Collected data:
● ● ● ● ● ● ●

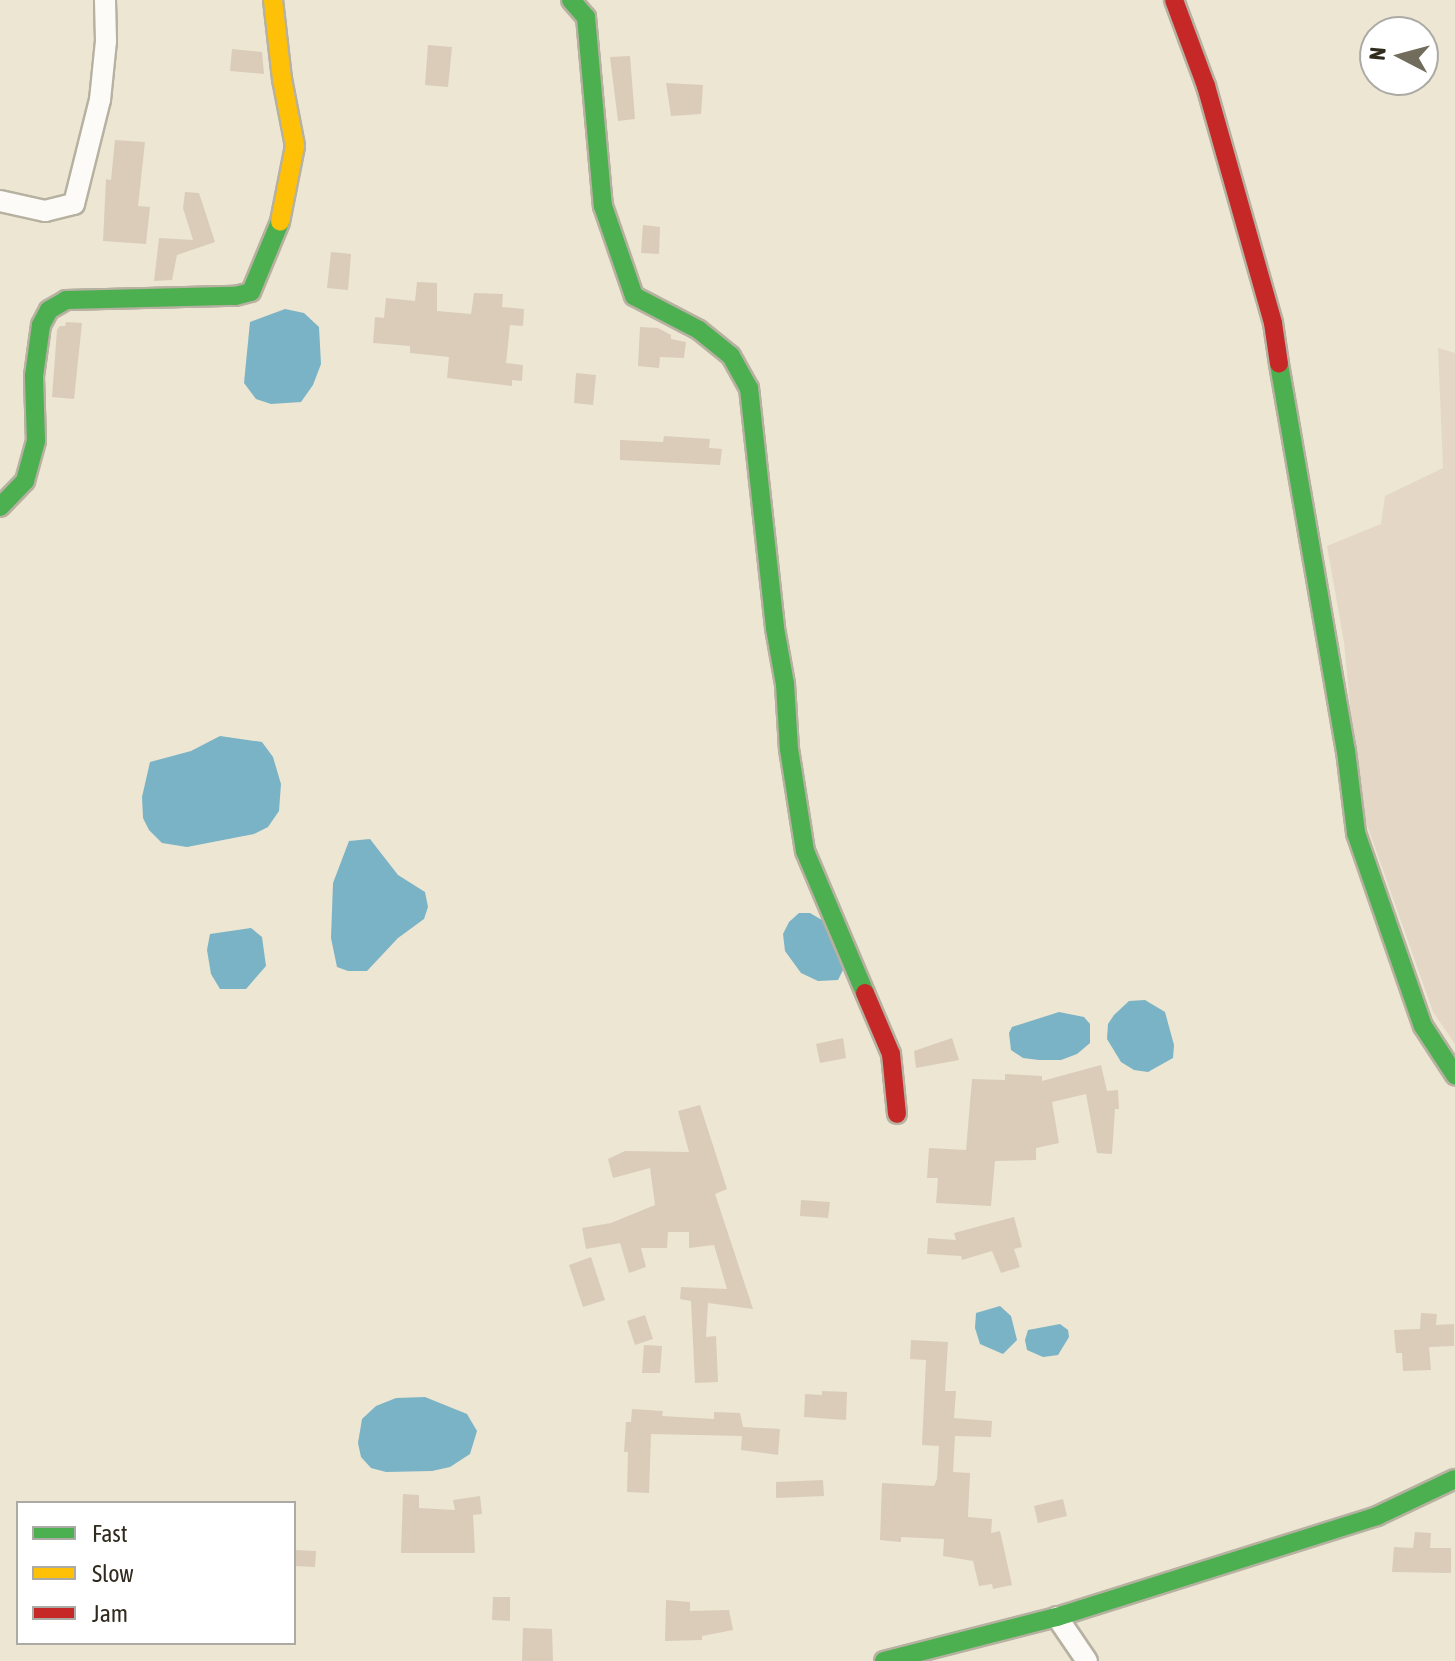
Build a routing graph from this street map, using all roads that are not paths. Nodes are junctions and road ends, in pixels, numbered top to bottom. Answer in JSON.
{"nodes":[{"id":1,"x":105,"y":0,"type":"edge"},
{"id":2,"x":273,"y":0,"type":"edge"},
{"id":3,"x":1174,"y":0,"type":"edge"},
{"id":4,"x":579,"y":2,"type":"edge"},
{"id":5,"x":0,"y":201,"type":"edge"},
{"id":6,"x":0,"y":507,"type":"edge"},
{"id":7,"x":1455,"y":1075,"type":"edge"},
{"id":8,"x":897,"y":1114,"type":"dead end"},
{"id":9,"x":1455,"y":1479,"type":"edge"},
{"id":10,"x":1057,"y":1617,"type":"junction"},
{"id":11,"x":884,"y":1661,"type":"edge"},
{"id":12,"x":1087,"y":1661,"type":"edge"}],
"edges":[{"from":1,"to":5,"type":"street"},
{"from":2,"to":6,"type":"street"},
{"from":3,"to":7,"type":"street"},
{"from":4,"to":8,"type":"street"},
{"from":9,"to":10,"type":"street"},
{"from":10,"to":11,"type":"street"},
{"from":10,"to":12,"type":"street"}]}
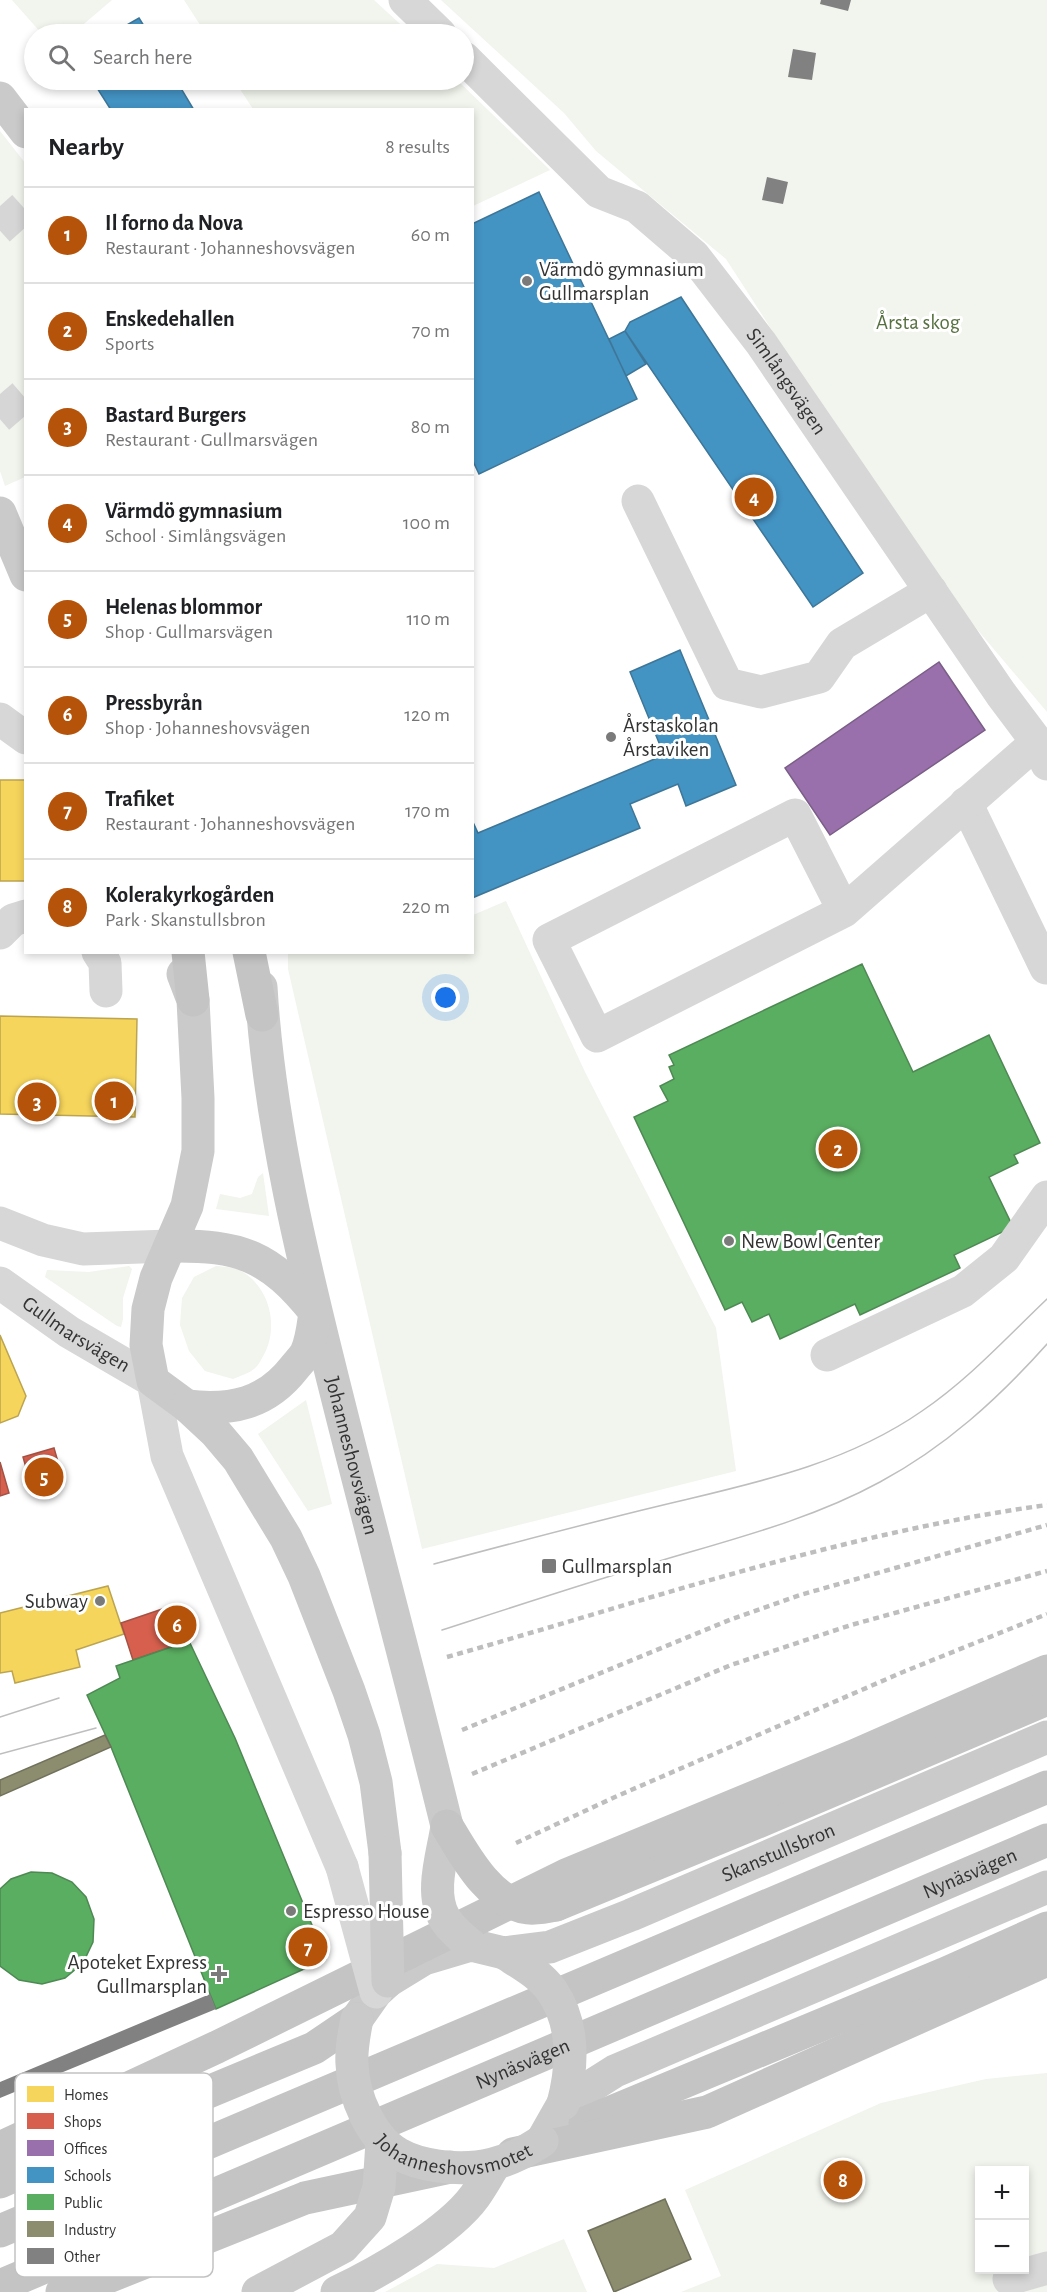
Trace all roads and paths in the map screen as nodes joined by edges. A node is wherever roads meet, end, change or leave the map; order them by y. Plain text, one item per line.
1 (405, 0) edge
2 (430, 24) edge
3 (474, 68) edge
4 (0, 98) edge
5 (24, 129) edge
6 (638, 501) dead end
7 (0, 513) edge
8 (24, 570) edge
9 (931, 591) junction
10 (0, 719) edge
11 (24, 737) edge
12 (1042, 753) edge
13 (966, 804) junction
14 (844, 911) junction
15 (24, 917) edge
16 (0, 933) edge
17 (99, 954) edge
18 (177, 954) edge
19 (188, 954) edge
20 (249, 954) edge
21 (259, 954) edge
22 (1046, 968) edge
23 (106, 991) dead end
24 (193, 1000) junction
25 (262, 1015) junction
26 (1047, 1197) edge
27 (0, 1225) edge
28 (170, 1246) junction
29 (0, 1283) edge
30 (315, 1312) junction
31 (827, 1355) dead end
32 (153, 1381) junction
33 (187, 1406) junction
34 (1047, 1671) edge
35 (1047, 1699) edge
36 (1047, 1737) edge
37 (1047, 1787) edge
38 (447, 1826) junction
39 (1047, 1840) edge
40 (1047, 1887) edge
41 (1047, 1928) edge
42 (471, 1946) junction
43 (504, 1953) junction
44 (1047, 1960) edge
45 (382, 1986) junction
46 (357, 2019) junction
47 (161, 2073) edge
48 (213, 2090) edge
49 (563, 2104) junction
50 (15, 2141) edge
51 (213, 2141) edge
52 (542, 2141) junction
53 (382, 2142) junction
54 (0, 2148) edge
55 (495, 2164) junction
56 (15, 2175) edge
57 (0, 2182) edge
58 (213, 2195) edge
59 (15, 2225) edge
60 (0, 2231) edge
61 (213, 2235) edge
62 (1047, 2268) edge
63 (21, 2277) edge
64 (108, 2277) edge
65 (1009, 2279) dead end
66 (0, 2286) edge
67 (62, 2292) edge
68 (258, 2292) edge
69 (337, 2292) edge

1 - 2 street
3 - 9 street, Simlångsvägen
4 - 5 main road
6 - 9 street
7 - 8 main road
9 - 12 street, Simlångsvägen
10 - 11 street
12 - 13 street
13 - 14 street
13 - 22 street
14 - 14 street
15 - 16 street
17 - 23 street
18 - 24 main road
19 - 24 highway
20 - 25 highway
21 - 25 main road, Johanneshovsvägen
24 - 28 main road
25 - 30 main road, Johanneshovsvägen
26 - 31 street
27 - 28 street
28 - 30 main road
28 - 32 main road
29 - 32 street, Gullmarsvägen
30 - 33 main road
30 - 38 main road, Johanneshovsvägen
32 - 33 main road
32 - 45 street, bridge
33 - 45 main road, bridge
34 - 47 highway
35 - 38 highway, bridge
36 - 43 main road, Skanstullsbron
37 - 51 highway
38 - 42 main road, Johanneshovsvägen, bridge
39 - 58 highway, Nynäsvägen
40 - 49 main road
41 - 52 highway
42 - 43 main road, Johanneshovsmotet
42 - 45 main road, Johanneshovsmotet
43 - 49 main road, Johanneshovsmotet, bridge
44 - 61 highway
45 - 46 main road, Johanneshovsmotet
46 - 48 highway
46 - 53 main road, Johanneshovsmotet, bridge
49 - 52 main road, Johanneshovsmotet
50 - 54 highway
52 - 55 main road, Johanneshovsmotet, bridge
53 - 55 main road, Johanneshovsmotet, bridge
53 - 68 main road, bridge
55 - 69 main road
56 - 57 highway
59 - 60 highway
62 - 65 street
63 - 66 highway, Nynäsvägen
64 - 67 highway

● ● ● ● ● ● ●

▶ Exercise prompt
This exercise requires the lines of the entries containing the string "Johanneshovsmotet".

▶ Written answer
42 - 43 main road, Johanneshovsmotet
42 - 45 main road, Johanneshovsmotet
43 - 49 main road, Johanneshovsmotet, bridge
45 - 46 main road, Johanneshovsmotet
46 - 53 main road, Johanneshovsmotet, bridge
49 - 52 main road, Johanneshovsmotet
52 - 55 main road, Johanneshovsmotet, bridge
53 - 55 main road, Johanneshovsmotet, bridge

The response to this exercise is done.